On 18 February 2015, a local newspaper announced that the first same-sex marriage had occurred in Villahermosa on 13 February after a legal appeal to the Supreme Court. By May 2017, ten same-sex couples had married in Tabasco via the recurso de amparo remedy.

Legislative action
Debate surrounding the legalization of same-sex marriage or civil unions emerged in Tabasco in 2009, simultaneously with the discussion then-ongoing in Mexico City. Following the passage of legislation legalizing same-sex marriage in Mexico City in December 2009, debate gained traction in Tabasco. In 2009, a group of 20 same-sex couples sent a motion to the Congress of Tabasco asking that they be allowed to marry.
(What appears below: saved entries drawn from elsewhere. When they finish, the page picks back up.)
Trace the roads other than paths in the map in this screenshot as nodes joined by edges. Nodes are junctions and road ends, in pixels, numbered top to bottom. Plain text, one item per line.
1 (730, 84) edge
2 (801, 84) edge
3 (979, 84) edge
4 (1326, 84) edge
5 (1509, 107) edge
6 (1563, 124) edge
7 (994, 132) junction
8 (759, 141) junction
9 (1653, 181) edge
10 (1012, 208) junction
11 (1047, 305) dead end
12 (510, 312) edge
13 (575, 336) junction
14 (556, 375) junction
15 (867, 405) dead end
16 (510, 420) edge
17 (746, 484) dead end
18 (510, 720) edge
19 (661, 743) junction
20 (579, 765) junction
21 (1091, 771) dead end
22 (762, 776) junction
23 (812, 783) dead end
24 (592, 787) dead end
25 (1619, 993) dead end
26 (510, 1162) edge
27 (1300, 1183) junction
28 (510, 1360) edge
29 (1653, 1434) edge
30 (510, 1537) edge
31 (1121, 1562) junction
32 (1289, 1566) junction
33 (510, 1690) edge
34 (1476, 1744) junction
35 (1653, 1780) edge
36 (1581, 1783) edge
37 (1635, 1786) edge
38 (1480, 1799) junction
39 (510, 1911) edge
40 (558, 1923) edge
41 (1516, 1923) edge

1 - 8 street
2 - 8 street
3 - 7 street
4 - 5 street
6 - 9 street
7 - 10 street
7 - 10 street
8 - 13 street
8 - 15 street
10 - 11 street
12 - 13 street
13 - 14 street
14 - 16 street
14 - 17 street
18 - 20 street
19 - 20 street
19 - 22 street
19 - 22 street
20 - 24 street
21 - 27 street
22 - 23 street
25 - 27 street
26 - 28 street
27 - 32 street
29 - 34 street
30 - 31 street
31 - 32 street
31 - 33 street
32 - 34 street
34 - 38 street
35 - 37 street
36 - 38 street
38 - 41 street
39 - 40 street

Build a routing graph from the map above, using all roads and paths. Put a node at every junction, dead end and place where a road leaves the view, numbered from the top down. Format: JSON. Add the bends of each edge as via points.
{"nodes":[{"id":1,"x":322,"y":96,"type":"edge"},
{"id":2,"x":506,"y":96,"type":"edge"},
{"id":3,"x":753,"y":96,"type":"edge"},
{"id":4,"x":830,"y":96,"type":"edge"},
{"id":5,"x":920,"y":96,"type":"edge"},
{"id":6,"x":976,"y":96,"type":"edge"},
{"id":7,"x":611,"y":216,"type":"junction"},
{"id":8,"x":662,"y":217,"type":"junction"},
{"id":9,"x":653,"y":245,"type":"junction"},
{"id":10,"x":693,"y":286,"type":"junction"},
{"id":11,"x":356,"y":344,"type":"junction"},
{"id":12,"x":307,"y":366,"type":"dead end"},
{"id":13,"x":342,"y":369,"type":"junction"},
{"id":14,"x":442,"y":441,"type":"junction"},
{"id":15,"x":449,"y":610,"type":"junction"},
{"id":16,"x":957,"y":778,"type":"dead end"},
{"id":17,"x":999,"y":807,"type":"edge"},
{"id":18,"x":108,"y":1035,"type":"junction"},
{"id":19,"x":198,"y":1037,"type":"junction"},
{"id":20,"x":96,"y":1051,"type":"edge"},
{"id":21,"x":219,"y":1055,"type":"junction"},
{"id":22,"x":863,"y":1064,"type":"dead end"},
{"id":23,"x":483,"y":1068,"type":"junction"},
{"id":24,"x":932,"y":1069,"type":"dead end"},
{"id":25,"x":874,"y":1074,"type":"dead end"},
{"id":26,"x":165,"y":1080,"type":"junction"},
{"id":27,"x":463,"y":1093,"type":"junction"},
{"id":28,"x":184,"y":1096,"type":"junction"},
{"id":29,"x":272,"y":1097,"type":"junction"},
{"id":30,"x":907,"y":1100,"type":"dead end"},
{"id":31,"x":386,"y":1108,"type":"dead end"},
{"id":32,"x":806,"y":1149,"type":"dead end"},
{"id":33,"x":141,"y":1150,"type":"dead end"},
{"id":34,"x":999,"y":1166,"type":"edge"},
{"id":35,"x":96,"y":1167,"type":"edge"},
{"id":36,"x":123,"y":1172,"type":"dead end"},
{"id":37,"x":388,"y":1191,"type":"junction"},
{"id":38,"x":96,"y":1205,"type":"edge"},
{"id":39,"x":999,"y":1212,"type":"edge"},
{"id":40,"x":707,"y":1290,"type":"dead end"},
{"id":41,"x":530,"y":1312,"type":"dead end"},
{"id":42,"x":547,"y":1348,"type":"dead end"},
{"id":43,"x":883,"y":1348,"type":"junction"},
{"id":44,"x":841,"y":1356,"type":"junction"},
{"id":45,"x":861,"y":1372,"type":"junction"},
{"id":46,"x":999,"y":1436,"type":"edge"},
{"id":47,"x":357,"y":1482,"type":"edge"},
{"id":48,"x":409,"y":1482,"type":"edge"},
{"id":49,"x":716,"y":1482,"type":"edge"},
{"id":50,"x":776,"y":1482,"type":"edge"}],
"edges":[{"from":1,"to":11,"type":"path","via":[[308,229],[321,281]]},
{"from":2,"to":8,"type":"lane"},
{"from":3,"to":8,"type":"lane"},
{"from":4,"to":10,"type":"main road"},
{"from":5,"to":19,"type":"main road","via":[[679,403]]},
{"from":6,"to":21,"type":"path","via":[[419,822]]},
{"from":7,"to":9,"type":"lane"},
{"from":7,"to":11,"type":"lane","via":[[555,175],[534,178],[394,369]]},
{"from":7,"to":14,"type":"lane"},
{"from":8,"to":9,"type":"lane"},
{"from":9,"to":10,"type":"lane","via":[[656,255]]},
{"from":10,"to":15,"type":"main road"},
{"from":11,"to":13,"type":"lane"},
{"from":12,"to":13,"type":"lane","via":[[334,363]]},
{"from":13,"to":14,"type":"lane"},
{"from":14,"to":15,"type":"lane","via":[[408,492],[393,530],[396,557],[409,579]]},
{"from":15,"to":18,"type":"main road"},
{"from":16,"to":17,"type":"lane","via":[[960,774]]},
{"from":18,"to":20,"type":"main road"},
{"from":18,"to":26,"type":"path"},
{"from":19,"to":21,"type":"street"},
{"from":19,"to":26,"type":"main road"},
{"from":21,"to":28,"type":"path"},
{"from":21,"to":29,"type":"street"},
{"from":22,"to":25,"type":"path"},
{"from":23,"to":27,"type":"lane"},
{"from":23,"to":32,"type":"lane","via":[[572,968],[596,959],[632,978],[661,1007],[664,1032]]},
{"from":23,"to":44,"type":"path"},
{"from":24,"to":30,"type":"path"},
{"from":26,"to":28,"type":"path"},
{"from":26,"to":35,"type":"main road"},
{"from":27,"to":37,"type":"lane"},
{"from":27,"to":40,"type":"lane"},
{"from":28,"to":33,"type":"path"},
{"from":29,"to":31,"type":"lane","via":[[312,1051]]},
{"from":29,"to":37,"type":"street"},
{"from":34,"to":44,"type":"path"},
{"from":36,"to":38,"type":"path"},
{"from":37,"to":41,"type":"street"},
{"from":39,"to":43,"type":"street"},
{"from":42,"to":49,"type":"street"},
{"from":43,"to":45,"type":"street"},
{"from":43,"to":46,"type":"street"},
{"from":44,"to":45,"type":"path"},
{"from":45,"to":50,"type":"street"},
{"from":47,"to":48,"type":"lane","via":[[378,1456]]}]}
The state's largest political parties, the Institutional Revolutionary Party (PRI) and the Party of the Democratic Revolution (PRD), announced their support for same-sex marriage in 2010. Despite the support of these political parties, there was little legislative will to change the law. As a result, an initiative to reform article 154 of the Civil Code to legalize same-sex marriage was presented by the LGBT organization  (Tudyssex) in April 2014, but it stalled and was not voted on.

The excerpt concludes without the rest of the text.